E que “maneira indevida” seria essa? Privilegiando o médico como indivíduo, com algo de valor pecuniário ou equivalente. Exemplos: presentes de caráter pessoal, como por exemplo, uma camisa no seu aniversário; entretenimento, como por exemplo, ingressos para partidas de futebol, etc… Em artigo futuro, falaremos em detalhes do suporte científico que ainda é uma prática comum no mercado.

Dessa forma, se a empresa oferece algo que beneficia o médico sob o aspecto pessoal (interesse secundário), em detrimento do seu interesse primário que deveria ser a indicação (prescrição) do melhor tratamento para o seu paciente, pois o mesmo recebera por aquele atendimento, instala-se um complexo conflito de interesses, que, no Brasil, por falta de regras rígidas da autoridade regulatória, pouco ou quase nada acontece. Algumas entidades de classe ainda tentam trilhar o caminho da autorregulamentação, mas suas normas se aplicam apenas a suas associadas.

O fato é que o conflito de interesses se instala com ou sem dolo do profissional de saúde, caso ele comece a receber vantagens pessoais… com dolo, se ele passa a exigir tais vantagens para prescrever tal produto e sem dolo, pois, por mais íntegro que ele seja, as vantagens pessoais acabam influenciando a sua decisão, como uma forma de retribuição, ainda mais em linhas terapêuticas onde eficácia e perfil de segurança de medicamentos sejam muito similares.

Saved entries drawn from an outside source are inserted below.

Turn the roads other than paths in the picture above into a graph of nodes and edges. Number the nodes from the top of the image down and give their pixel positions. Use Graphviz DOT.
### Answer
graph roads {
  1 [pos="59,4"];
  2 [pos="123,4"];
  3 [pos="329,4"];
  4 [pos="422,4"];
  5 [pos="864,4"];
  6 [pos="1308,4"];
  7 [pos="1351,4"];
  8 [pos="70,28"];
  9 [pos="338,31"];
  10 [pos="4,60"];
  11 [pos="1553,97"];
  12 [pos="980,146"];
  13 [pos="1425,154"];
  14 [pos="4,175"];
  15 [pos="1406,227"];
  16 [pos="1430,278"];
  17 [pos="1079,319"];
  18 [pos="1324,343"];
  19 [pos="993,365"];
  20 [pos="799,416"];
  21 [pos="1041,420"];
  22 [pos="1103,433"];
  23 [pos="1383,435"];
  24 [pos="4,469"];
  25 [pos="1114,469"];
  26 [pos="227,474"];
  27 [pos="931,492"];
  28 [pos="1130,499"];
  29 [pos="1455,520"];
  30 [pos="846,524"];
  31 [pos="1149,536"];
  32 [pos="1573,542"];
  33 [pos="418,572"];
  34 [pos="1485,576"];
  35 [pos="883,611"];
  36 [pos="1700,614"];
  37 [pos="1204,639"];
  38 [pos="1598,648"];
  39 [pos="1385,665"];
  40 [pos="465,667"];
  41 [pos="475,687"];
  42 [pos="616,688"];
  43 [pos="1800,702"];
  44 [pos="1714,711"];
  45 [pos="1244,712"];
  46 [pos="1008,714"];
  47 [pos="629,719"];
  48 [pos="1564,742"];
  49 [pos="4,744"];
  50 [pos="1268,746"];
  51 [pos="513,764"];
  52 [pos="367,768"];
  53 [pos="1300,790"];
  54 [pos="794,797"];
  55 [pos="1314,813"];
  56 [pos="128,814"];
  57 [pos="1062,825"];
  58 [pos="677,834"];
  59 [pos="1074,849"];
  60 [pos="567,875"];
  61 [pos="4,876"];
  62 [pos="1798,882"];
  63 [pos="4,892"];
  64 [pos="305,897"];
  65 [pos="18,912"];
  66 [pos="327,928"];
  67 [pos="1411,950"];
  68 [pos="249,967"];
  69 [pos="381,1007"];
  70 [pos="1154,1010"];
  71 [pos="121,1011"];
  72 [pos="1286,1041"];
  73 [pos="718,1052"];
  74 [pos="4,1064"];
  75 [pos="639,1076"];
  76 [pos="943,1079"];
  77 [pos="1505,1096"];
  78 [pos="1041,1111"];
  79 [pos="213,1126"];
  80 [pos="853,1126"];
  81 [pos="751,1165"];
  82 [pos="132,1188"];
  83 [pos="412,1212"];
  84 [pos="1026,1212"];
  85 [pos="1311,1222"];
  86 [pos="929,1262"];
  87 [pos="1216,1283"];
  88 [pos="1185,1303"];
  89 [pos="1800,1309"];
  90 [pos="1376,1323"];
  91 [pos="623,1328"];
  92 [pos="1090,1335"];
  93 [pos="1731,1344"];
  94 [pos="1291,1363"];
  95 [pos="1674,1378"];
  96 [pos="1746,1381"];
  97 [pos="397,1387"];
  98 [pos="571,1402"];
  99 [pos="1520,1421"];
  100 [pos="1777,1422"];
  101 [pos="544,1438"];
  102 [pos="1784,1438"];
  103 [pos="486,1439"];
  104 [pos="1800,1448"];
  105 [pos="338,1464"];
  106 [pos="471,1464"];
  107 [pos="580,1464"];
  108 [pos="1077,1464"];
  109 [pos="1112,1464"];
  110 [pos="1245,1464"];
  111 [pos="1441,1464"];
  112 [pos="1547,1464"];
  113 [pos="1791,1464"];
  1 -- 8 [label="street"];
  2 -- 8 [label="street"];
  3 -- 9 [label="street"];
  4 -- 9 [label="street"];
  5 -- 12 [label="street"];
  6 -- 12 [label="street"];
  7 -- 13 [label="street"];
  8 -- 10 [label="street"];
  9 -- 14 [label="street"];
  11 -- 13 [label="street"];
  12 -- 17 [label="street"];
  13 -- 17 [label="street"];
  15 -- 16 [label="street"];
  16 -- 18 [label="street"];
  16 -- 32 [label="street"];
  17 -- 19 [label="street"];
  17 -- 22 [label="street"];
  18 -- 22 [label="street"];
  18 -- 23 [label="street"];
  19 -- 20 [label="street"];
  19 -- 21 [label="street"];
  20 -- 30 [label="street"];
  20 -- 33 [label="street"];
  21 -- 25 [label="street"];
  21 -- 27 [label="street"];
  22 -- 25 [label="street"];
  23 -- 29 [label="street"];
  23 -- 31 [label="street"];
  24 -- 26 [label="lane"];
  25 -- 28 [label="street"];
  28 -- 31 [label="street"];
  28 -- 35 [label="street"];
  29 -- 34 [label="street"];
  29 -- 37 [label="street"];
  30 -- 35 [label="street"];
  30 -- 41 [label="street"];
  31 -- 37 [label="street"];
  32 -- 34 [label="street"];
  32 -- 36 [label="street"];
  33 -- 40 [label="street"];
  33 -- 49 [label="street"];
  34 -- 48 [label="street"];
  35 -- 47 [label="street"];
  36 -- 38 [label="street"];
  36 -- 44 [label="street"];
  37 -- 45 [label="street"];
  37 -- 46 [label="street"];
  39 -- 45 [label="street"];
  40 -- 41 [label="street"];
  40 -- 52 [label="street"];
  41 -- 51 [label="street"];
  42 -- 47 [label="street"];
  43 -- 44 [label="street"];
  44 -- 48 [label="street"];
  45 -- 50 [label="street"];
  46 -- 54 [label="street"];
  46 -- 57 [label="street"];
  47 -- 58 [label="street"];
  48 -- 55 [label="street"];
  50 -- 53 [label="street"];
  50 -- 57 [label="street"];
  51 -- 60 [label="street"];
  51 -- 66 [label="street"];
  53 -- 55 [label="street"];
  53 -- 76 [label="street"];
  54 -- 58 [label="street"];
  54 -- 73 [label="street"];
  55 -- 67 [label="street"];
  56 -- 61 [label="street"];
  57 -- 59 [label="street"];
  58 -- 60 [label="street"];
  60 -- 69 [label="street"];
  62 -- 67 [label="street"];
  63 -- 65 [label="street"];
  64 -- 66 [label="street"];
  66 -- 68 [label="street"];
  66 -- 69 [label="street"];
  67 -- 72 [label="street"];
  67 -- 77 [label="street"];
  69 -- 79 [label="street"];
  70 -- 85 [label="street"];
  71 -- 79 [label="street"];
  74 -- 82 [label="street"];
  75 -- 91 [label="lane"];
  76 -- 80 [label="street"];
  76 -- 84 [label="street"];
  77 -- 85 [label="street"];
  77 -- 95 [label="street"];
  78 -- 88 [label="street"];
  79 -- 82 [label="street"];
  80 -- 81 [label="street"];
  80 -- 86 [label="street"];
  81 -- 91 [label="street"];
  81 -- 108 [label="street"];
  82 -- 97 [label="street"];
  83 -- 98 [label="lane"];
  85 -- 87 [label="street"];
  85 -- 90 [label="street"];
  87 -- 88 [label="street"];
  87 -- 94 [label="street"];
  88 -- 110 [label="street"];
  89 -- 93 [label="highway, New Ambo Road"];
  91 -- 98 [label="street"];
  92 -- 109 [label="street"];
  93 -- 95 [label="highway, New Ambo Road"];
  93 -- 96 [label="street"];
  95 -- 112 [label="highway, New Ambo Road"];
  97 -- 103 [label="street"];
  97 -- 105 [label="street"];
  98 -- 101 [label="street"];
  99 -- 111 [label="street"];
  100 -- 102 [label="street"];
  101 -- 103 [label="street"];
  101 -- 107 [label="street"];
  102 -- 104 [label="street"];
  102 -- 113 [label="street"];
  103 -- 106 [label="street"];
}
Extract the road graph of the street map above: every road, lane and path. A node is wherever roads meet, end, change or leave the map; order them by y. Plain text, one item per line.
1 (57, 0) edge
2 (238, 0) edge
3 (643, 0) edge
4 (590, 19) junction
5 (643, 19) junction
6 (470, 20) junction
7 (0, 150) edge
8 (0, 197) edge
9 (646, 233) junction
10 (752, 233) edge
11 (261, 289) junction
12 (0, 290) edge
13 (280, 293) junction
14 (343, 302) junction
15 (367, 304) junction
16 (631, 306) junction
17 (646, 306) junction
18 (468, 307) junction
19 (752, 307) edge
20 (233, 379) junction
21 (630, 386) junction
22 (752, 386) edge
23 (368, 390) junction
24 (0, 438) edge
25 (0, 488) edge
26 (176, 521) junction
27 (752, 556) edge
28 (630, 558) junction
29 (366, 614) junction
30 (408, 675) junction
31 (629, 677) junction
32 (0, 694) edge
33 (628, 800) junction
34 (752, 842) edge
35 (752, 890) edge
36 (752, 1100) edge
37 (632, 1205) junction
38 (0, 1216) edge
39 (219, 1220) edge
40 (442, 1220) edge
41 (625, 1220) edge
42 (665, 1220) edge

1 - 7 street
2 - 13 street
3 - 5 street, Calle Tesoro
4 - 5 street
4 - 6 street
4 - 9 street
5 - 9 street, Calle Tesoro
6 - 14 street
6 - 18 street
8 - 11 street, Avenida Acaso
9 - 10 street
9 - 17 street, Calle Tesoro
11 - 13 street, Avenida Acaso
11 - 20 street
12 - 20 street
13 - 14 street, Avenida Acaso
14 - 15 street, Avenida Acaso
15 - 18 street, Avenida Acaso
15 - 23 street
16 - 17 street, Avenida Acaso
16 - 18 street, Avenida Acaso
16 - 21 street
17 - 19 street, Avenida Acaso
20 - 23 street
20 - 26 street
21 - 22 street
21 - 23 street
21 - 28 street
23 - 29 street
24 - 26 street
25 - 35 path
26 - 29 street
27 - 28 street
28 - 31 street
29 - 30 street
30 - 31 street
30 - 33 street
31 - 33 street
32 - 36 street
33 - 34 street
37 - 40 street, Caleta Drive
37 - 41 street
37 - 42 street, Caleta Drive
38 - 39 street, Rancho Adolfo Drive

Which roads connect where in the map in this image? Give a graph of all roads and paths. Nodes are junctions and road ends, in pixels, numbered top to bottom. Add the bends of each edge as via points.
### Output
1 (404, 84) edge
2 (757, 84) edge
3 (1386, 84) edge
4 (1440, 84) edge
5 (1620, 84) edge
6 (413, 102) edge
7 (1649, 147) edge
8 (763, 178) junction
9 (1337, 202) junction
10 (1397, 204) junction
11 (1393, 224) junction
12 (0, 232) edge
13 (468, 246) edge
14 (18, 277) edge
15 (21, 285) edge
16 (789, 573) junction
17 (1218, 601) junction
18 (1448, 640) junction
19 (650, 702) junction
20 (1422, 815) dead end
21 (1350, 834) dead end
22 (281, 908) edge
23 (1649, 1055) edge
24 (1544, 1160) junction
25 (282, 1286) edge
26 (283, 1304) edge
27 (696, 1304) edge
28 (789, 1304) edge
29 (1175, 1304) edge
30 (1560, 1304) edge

Já do ponto de vista das empresas farmacêuticas, há necessidade de criação de um sistema de pesos e contrapesos e um programa de compliance robusto e eficiente, pois nem sempre as fronteiras do que pode e do que não pode são fáceis de identificar.

Dilemas do tipo pagar honorários a um investigador médico para uma pesquisa clínica em um medicamento, quando, por fim, esse médico deverá ser aquele a apontar o medicamento que deve ser comprado por uma instituição ou pagar honorários a um médico para dar uma aula onde haja colegas seus de trabalho da própria instituição, são situações enfrentadas no dia a dia pelas empresas que atuam nesse setor e se não houver políticas e procedimentos claros, o risco de haver problemas para a organização aumenta consideravelmente; especialmente, se o profissional de saúde for um funcionário público.

De tal forma que, a melhor maneira de tentar mitigar o conflito de interesses na relação entre as empresas farmacêuticas e o médico, é tendo como objetivo o bem-estar do paciente. Se ambos os lados estabelecerem o paciente como uma prioridade, essa relação será mais profícua para todos.